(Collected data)
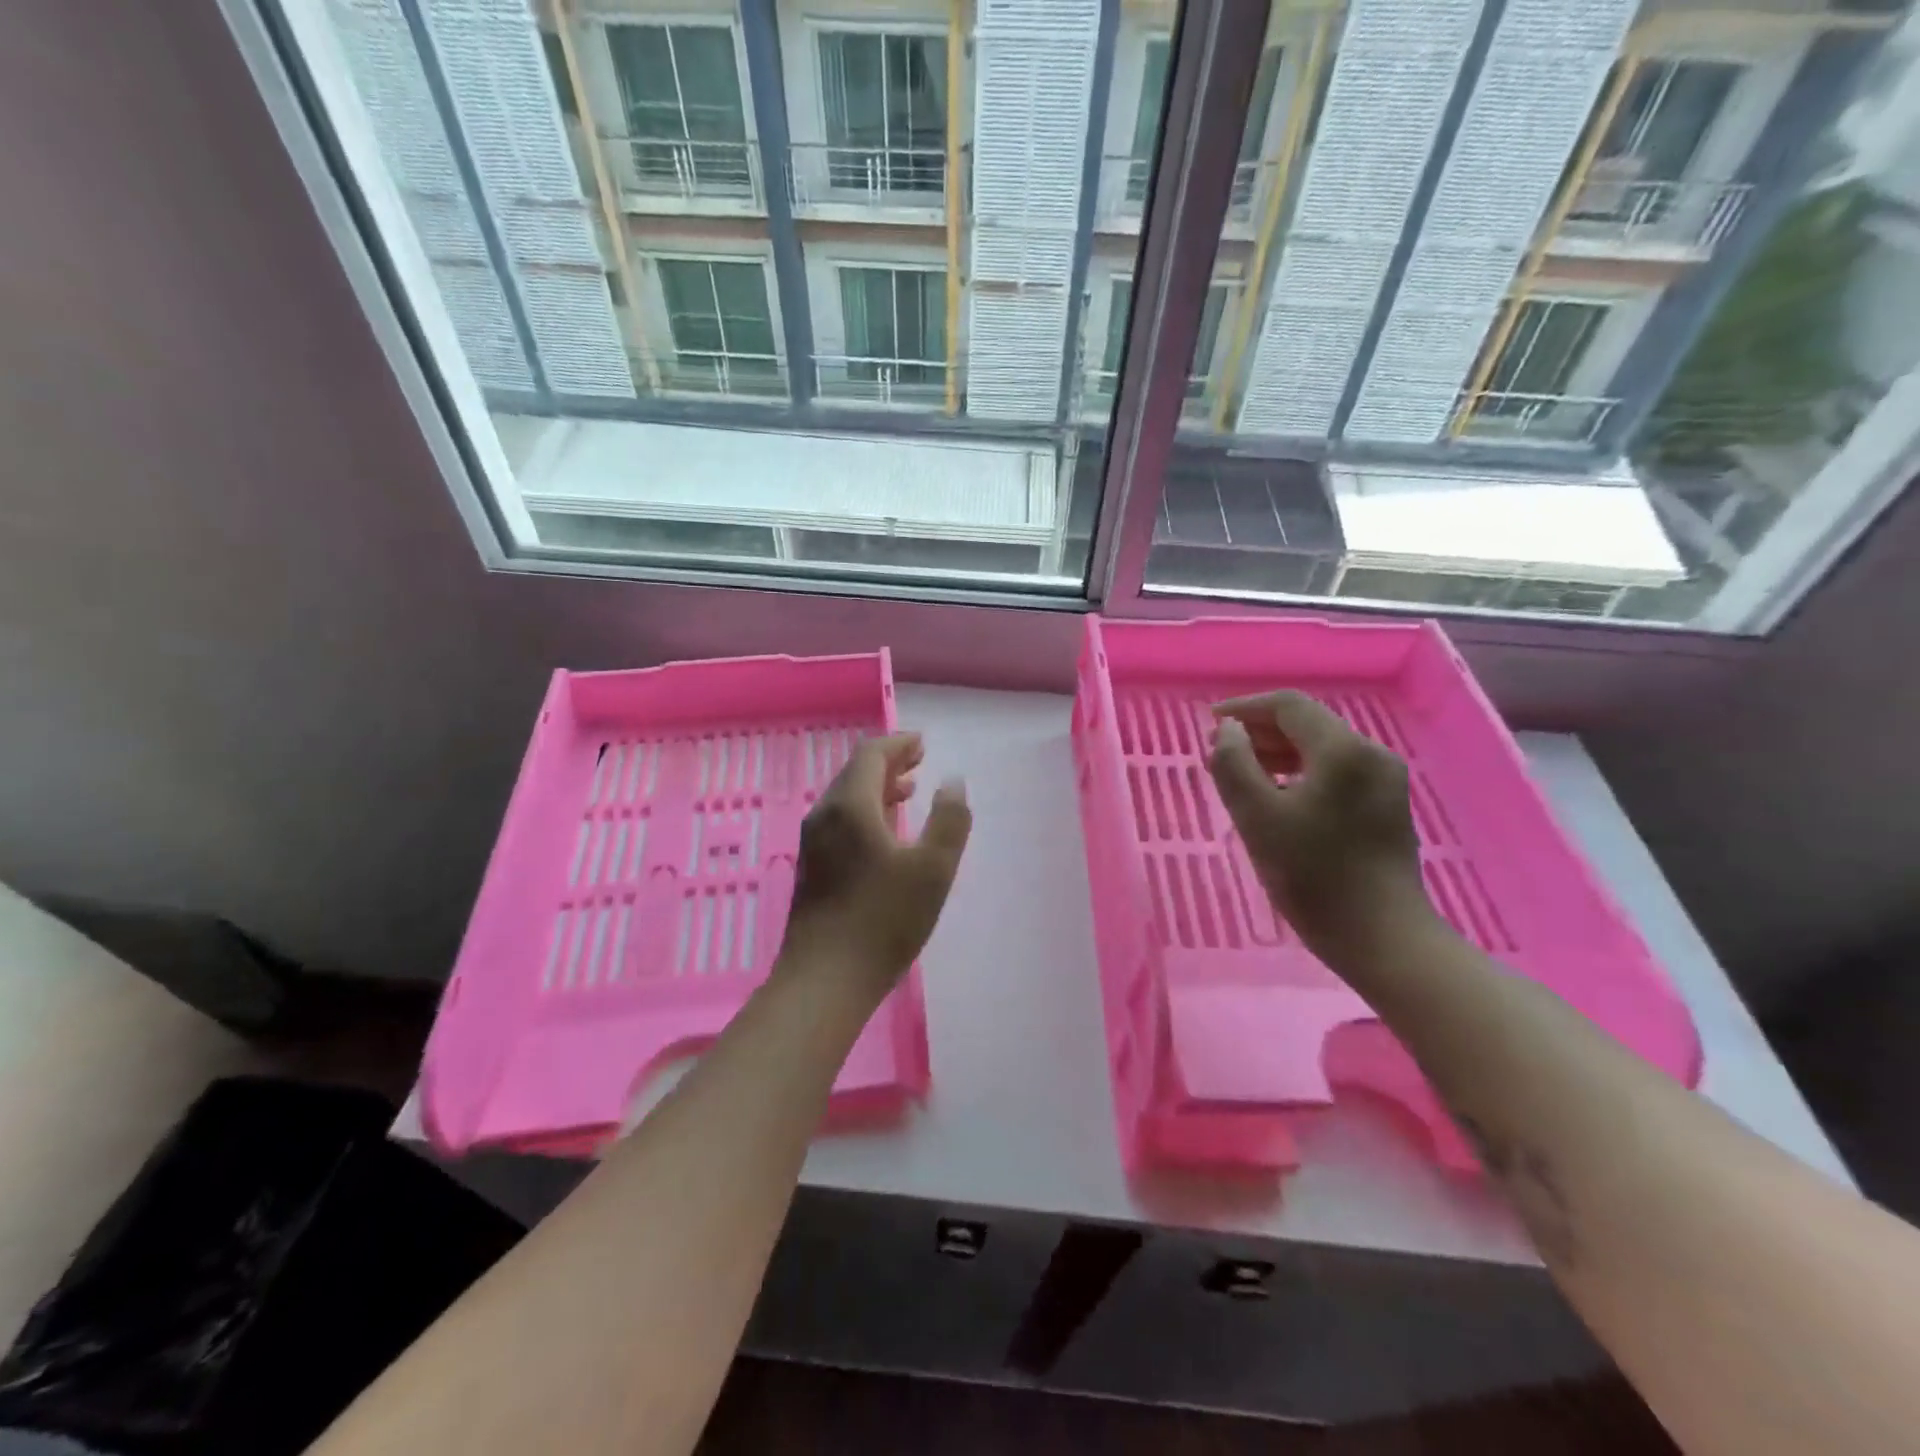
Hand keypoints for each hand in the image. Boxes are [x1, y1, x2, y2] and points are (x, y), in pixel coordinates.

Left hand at [778, 732, 970, 997]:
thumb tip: (953, 781)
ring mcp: (814, 843)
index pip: (871, 755)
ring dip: (877, 787)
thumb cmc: (883, 920)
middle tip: (919, 760)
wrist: (825, 979)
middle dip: (888, 762)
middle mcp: (825, 815)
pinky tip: (885, 833)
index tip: (922, 742)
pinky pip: (841, 821)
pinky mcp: (813, 868)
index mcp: (850, 806)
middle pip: (854, 772)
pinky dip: (866, 811)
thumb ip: (949, 820)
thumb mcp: (932, 869)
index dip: (898, 744)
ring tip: (908, 790)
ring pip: (846, 798)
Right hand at [1208, 691, 1430, 958]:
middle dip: (1259, 732)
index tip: (1209, 724)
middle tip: (1218, 754)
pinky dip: (1299, 773)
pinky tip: (1276, 797)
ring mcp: (1383, 781)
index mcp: (1343, 750)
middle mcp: (1370, 754)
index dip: (1244, 708)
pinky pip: (1335, 772)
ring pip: (1320, 749)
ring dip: (1276, 753)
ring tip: (1239, 775)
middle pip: (1307, 724)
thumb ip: (1234, 764)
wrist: (1382, 938)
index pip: (1288, 706)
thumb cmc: (1313, 876)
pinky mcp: (1385, 806)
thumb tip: (1228, 730)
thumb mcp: (1258, 818)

To do: Please return only the lines from the one that contains "middle dip: (888, 762)" through the final line of the entries, each exactly as written.

Response:
middle dip: (888, 762)
middle mcp: (825, 815)
pinky tip: (885, 833)
index tip: (922, 742)
pinky pip: (841, 821)
pinky mcp: (813, 868)
index mcp: (850, 806)
middle pip: (854, 772)
pinky dip: (866, 811)
thumb ip: (949, 820)
thumb mcp: (932, 869)
index dip: (898, 744)
ring tip: (908, 790)
ring pip: (846, 798)
Right hand at [1208, 691, 1430, 958]:
middle dip: (1259, 732)
index tip: (1209, 724)
middle tip: (1218, 754)
pinky dip: (1299, 773)
pinky tip: (1276, 797)
ring mcp: (1383, 781)
index mcp: (1343, 750)
middle mcp: (1370, 754)
index dip: (1244, 708)
pinky pip: (1335, 772)
ring pip: (1320, 749)
ring dip: (1276, 753)
ring tip: (1239, 775)
middle pip: (1307, 724)
thumb ip: (1234, 764)
wrist: (1382, 938)
index pip: (1288, 706)
thumb cmc: (1313, 876)
pinky mcp: (1385, 806)
thumb tip: (1228, 730)
thumb mcp: (1258, 818)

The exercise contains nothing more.